Antes de las elecciones del 24 de febrero de 1946, en las que triunfó el entonces coronel Juan Perón, el Episcopado argentino emitió una declaración sobre familia y educación que implicaba un veto a los candidatos de la Unión Democrática. Nadie debe sorprenderse así, y menos después de todas las invocaciones hechas desde el peronismo en el pasado sobre su identificación con la doctrina social de la Iglesia, por cierta sensibilidad hacia ese movimiento político que pueda haber en quien en su momento debió encargarse, por instrucciones de la superioridad, de poner en caja los desvíos de la izquierda montonera actuante en el ámbito educativo de la orden de los jesuitas. Fue de una eficacia que no le perdonaban los que han hecho un hobby rentable de la memoria montonera. Pero ¿por qué imputarle una condición de abierto peronismo a quien criticó en los noventa aspectos sustanciales del menemismo, con el que confraternizaron, dicho sea de paso, los Kirchner, y que después de 2003 fue virtualmente humillado por éstos?

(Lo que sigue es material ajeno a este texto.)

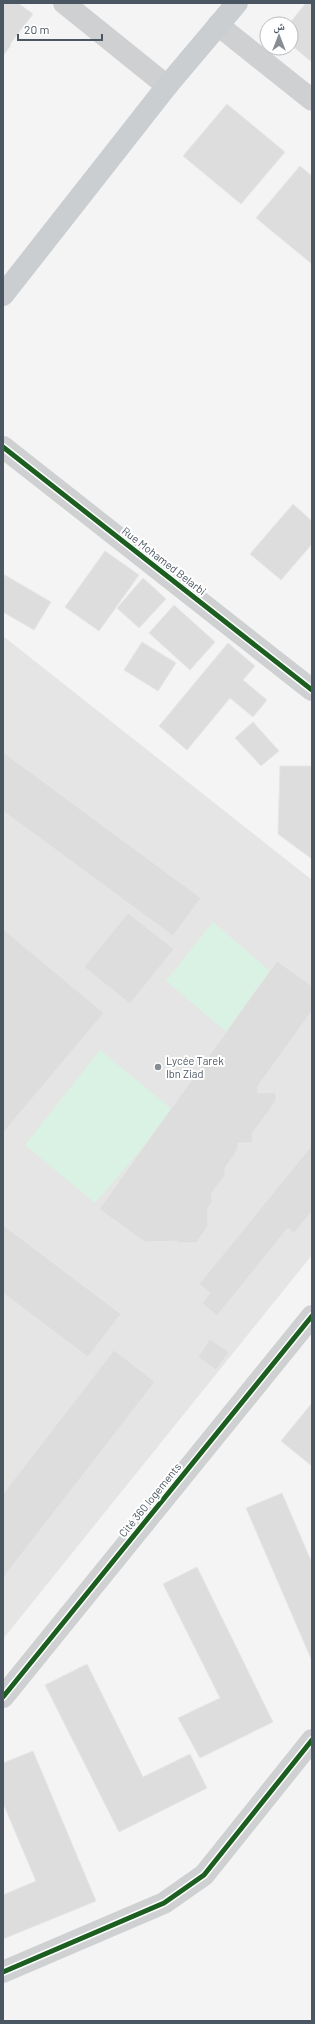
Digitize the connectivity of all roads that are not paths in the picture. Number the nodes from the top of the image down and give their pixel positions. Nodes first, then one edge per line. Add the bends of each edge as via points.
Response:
1 (64, 3) edge
2 (237, 3) edge
3 (218, 25) junction
4 (167, 86) junction
5 (312, 100) edge
6 (3, 295) edge
7 (3, 447) edge
8 (312, 690) edge
9 (312, 1316) edge
10 (3, 1697) edge
11 (312, 1740) edge
12 (3, 1972) edge

1 - 4 street
2 - 3 main road
3 - 4 main road
3 - 5 street
4 - 6 main road
7 - 8 street, Rue Mohamed Belarbi
9 - 10 street, Cité 360 logements
11 - 12 street via 204,1875 164,1903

Los amigos de Bergoglio dicen que asistió esperanzado en 1973 al retorno de Perón, ¿y no fue acaso Perón quien echó de la Plaza de Mayo a «la juventud maravillosa» cuyo brazo armado y con sangre ajena todavía se exalta desde el Gobierno?
Las ventajas electorales de las entrevistas con el Papa son materia opinable. El diputado Gustavo Vera, el dirigente de La Alameda, lo visitó varias veces y no superó en las primarias el uno por ciento de los votos. La Presidenta, por su parte, habrá advertido que el desvío de su concurrencia a la sede papal ha marcado un cambio en relación con el ámbito menos formal que conoció antes en Santa Marta. Pero lo que de verdad importa es si ha encontrado en sus encuentros con Bergoglio la paz interior que no transmite en gestos ni en palabras, pero que todos deseamos alcance al fin, y por cuya frecuencia aquél ha resignado algo del sentido de universalidad de que debe estar investida la condición de jefe de una Iglesia sin otra bandera que la de Cristo..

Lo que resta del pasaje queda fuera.